Anasayfa / GENEL / Taraf’ın finansörü de sahneye çıktı!
taraf-finansör

Taraf’ın finansörü de sahneye çıktı!

MEDYAGÜNDEM- Ahmet Altan ve Yasemin Çongar’ın istifasıyla Taraf’ta yaşanan “operasyonu”, “tetikçi değişimi”ni ve yeni “operasyon planlarını” günlerdir deşifre ediyoruz.

taraf-soros

Yazdıklarımızı teyit edecek bir gelişme daha yaşandı. Son operasyonda aktif görev alan Taraf yazarı Doğan Akın’ın sahibi olduğu t24 sitesine konuşan Taraf’ın finansörlerinden Mehmet Betil, ilginç açıklamalar yaptı.

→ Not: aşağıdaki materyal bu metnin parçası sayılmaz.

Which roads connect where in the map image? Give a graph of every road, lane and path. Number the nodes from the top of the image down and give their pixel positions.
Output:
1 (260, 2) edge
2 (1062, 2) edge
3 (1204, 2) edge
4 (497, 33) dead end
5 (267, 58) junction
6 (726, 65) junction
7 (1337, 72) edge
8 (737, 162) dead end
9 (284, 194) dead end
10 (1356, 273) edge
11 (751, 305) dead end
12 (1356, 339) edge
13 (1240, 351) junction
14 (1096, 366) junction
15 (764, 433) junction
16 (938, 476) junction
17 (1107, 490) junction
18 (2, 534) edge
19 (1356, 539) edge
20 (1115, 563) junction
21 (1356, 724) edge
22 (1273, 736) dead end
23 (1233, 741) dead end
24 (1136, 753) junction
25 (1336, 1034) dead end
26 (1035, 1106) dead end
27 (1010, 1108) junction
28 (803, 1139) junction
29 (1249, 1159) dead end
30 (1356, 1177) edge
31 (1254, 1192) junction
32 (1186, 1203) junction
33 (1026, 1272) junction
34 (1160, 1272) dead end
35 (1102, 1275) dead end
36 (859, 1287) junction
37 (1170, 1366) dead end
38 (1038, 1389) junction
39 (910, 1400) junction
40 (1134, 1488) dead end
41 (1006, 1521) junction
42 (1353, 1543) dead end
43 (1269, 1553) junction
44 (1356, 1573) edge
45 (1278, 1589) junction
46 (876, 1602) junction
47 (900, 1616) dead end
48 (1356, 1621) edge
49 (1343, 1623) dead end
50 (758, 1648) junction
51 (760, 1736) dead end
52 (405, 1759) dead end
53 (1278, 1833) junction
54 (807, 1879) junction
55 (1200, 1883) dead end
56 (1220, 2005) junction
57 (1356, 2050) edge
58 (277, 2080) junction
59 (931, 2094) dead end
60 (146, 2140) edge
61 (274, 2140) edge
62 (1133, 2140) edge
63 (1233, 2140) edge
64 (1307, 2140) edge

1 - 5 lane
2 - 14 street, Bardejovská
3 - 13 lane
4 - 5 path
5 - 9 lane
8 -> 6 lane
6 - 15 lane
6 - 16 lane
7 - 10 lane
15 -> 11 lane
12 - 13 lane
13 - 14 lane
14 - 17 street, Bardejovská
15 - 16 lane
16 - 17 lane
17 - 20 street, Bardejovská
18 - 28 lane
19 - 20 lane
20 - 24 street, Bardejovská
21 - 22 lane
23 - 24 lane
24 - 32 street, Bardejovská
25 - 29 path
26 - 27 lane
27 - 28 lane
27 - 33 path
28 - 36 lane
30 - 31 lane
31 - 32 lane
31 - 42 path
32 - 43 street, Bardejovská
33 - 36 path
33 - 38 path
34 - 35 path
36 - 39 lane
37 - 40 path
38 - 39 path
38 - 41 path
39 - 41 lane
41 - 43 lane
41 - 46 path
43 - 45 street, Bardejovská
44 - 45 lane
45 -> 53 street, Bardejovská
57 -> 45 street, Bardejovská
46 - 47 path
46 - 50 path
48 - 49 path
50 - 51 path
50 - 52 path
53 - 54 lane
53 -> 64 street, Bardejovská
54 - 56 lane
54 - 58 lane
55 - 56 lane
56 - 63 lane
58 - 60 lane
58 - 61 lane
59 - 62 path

Taraf’taki yeni operasyonda Soros’un desteklediği TESEV, “Yaşlı Kurt” unsuru ve Sarıgül faktörünü anlatmıştık.

İşte bulmacanın parçalarını tamamlayacak bir ayrıntı daha ortaya çıktı.

Taraf Gazetesine para veren TESEV üyesi Mehmet Betil, Taraf’a ortak olma sinyalini t24’e şöyle anlattı, Taraf operasyonunda “Ben de varım” dedi.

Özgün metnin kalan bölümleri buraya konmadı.